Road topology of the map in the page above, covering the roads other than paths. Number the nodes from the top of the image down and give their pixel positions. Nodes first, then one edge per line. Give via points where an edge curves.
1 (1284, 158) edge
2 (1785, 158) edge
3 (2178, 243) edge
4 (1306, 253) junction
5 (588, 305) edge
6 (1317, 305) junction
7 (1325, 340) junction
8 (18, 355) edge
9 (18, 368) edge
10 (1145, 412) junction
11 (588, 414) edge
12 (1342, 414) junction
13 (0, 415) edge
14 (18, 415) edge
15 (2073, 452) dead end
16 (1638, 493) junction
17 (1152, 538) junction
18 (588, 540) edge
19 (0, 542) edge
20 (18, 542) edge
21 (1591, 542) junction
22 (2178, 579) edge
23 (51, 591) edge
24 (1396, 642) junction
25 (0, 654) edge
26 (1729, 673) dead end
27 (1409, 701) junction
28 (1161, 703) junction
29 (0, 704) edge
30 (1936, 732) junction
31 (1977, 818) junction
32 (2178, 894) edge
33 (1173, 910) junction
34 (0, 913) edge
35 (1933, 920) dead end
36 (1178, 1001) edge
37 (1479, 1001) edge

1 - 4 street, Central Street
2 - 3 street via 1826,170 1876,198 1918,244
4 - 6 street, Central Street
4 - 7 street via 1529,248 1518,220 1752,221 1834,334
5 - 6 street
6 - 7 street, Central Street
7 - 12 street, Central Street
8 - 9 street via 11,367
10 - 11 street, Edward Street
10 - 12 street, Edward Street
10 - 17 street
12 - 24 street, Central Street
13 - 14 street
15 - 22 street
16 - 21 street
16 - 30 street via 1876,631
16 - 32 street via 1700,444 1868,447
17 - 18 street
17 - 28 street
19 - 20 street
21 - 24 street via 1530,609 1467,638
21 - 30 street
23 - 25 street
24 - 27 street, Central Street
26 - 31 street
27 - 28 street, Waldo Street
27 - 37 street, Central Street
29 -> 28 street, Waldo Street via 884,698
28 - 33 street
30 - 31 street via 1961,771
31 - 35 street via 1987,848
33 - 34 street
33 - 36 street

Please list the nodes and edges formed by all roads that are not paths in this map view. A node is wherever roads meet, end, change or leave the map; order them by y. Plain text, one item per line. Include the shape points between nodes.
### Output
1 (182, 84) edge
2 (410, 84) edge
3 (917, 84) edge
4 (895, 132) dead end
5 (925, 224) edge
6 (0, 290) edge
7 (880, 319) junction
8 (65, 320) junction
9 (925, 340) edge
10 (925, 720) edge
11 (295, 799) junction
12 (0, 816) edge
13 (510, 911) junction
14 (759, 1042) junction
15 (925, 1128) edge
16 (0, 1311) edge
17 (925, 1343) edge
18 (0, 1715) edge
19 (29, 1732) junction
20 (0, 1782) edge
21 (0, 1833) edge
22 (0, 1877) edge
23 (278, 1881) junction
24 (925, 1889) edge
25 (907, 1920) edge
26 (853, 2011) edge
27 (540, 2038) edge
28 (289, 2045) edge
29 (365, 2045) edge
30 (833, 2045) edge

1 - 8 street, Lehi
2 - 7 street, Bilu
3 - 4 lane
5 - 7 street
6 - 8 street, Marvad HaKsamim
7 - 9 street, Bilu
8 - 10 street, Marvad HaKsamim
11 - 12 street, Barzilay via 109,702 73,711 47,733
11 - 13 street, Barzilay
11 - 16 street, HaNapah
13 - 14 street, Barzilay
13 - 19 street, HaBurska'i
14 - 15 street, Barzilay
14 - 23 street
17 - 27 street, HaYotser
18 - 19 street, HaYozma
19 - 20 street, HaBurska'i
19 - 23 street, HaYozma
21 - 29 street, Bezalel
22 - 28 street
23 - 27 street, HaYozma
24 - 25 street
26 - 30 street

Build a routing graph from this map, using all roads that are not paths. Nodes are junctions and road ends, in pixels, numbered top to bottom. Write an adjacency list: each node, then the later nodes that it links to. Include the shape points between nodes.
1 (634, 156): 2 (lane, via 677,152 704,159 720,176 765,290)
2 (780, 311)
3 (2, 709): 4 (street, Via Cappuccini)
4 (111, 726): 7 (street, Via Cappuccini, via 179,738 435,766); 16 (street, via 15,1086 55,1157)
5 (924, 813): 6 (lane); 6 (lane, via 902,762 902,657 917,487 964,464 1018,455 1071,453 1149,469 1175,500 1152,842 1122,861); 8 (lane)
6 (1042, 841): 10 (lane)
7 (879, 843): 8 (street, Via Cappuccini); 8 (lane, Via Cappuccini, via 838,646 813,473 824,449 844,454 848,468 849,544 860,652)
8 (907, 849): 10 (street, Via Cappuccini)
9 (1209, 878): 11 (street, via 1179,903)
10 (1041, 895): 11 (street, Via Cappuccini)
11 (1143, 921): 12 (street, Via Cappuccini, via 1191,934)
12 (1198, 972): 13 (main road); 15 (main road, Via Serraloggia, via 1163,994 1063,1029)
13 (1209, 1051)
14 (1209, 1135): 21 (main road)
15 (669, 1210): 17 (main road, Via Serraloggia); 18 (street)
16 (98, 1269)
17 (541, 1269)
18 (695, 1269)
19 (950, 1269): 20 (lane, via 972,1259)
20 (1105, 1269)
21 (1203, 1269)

**TASK PROMPT**
Your response must repeat the entries above exactly, in full.

**SOLVED EXERCISE**
Road topology of the map in the page above, covering the roads other than paths. Number the nodes from the top of the image down and give their pixel positions. Nodes first, then one edge per line. Give via points where an edge curves.
1 (1284, 158) edge
2 (1785, 158) edge
3 (2178, 243) edge
4 (1306, 253) junction
5 (588, 305) edge
6 (1317, 305) junction
7 (1325, 340) junction
8 (18, 355) edge
9 (18, 368) edge
10 (1145, 412) junction
11 (588, 414) edge
12 (1342, 414) junction
13 (0, 415) edge
14 (18, 415) edge
15 (2073, 452) dead end
16 (1638, 493) junction
17 (1152, 538) junction
18 (588, 540) edge
19 (0, 542) edge
20 (18, 542) edge
21 (1591, 542) junction
22 (2178, 579) edge
23 (51, 591) edge
24 (1396, 642) junction
25 (0, 654) edge
26 (1729, 673) dead end
27 (1409, 701) junction
28 (1161, 703) junction
29 (0, 704) edge
30 (1936, 732) junction
31 (1977, 818) junction
32 (2178, 894) edge
33 (1173, 910) junction
34 (0, 913) edge
35 (1933, 920) dead end
36 (1178, 1001) edge
37 (1479, 1001) edge

1 - 4 street, Central Street
2 - 3 street via 1826,170 1876,198 1918,244
4 - 6 street, Central Street
4 - 7 street via 1529,248 1518,220 1752,221 1834,334
5 - 6 street
6 - 7 street, Central Street
7 - 12 street, Central Street
8 - 9 street via 11,367
10 - 11 street, Edward Street
10 - 12 street, Edward Street
10 - 17 street
12 - 24 street, Central Street
13 - 14 street
15 - 22 street
16 - 21 street
16 - 30 street via 1876,631
16 - 32 street via 1700,444 1868,447
17 - 18 street
17 - 28 street
19 - 20 street
21 - 24 street via 1530,609 1467,638
21 - 30 street
23 - 25 street
24 - 27 street, Central Street
26 - 31 street
27 - 28 street, Waldo Street
27 - 37 street, Central Street
29 -> 28 street, Waldo Street via 884,698
28 - 33 street
30 - 31 street via 1961,771
31 - 35 street via 1987,848
33 - 34 street
33 - 36 street

Please list the nodes and edges formed by all roads that are not paths in this map view. A node is wherever roads meet, end, change or leave the map; order them by y. Plain text, one item per line. Include the shape points between nodes.
### Output
1 (182, 84) edge
2 (410, 84) edge
3 (917, 84) edge
4 (895, 132) dead end
5 (925, 224) edge
6 (0, 290) edge
7 (880, 319) junction
8 (65, 320) junction
9 (925, 340) edge
10 (925, 720) edge
11 (295, 799) junction
12 (0, 816) edge
13 (510, 911) junction
14 (759, 1042) junction
15 (925, 1128) edge
16 (0, 1311) edge
17 (925, 1343) edge
18 (0, 1715) edge
19 (29, 1732) junction
20 (0, 1782) edge
21 (0, 1833) edge
22 (0, 1877) edge
23 (278, 1881) junction
24 (925, 1889) edge
25 (907, 1920) edge
26 (853, 2011) edge
27 (540, 2038) edge
28 (289, 2045) edge
29 (365, 2045) edge
30 (833, 2045) edge

1 - 8 street, Lehi
2 - 7 street, Bilu
3 - 4 lane
5 - 7 street
6 - 8 street, Marvad HaKsamim
7 - 9 street, Bilu
8 - 10 street, Marvad HaKsamim
11 - 12 street, Barzilay via 109,702 73,711 47,733
11 - 13 street, Barzilay
11 - 16 street, HaNapah
13 - 14 street, Barzilay
13 - 19 street, HaBurska'i
14 - 15 street, Barzilay
14 - 23 street
17 - 27 street, HaYotser
18 - 19 street, HaYozma
19 - 20 street, HaBurska'i
19 - 23 street, HaYozma
21 - 29 street, Bezalel
22 - 28 street
23 - 27 street, HaYozma
24 - 25 street
26 - 30 street

Build a routing graph from this map, using all roads that are not paths. Nodes are junctions and road ends, in pixels, numbered top to bottom. Write an adjacency list: each node, then the later nodes that it links to. Include the shape points between nodes.
1 (634, 156): 2 (lane, via 677,152 704,159 720,176 765,290)
2 (780, 311)
3 (2, 709): 4 (street, Via Cappuccini)
4 (111, 726): 7 (street, Via Cappuccini, via 179,738 435,766); 16 (street, via 15,1086 55,1157)
5 (924, 813): 6 (lane); 6 (lane, via 902,762 902,657 917,487 964,464 1018,455 1071,453 1149,469 1175,500 1152,842 1122,861); 8 (lane)
6 (1042, 841): 10 (lane)
7 (879, 843): 8 (street, Via Cappuccini); 8 (lane, Via Cappuccini, via 838,646 813,473 824,449 844,454 848,468 849,544 860,652)
8 (907, 849): 10 (street, Via Cappuccini)
9 (1209, 878): 11 (street, via 1179,903)
10 (1041, 895): 11 (street, Via Cappuccini)
11 (1143, 921): 12 (street, Via Cappuccini, via 1191,934)
12 (1198, 972): 13 (main road); 15 (main road, Via Serraloggia, via 1163,994 1063,1029)
13 (1209, 1051)
14 (1209, 1135): 21 (main road)
15 (669, 1210): 17 (main road, Via Serraloggia); 18 (street)
16 (98, 1269)
17 (541, 1269)
18 (695, 1269)
19 (950, 1269): 20 (lane, via 972,1259)
20 (1105, 1269)
21 (1203, 1269)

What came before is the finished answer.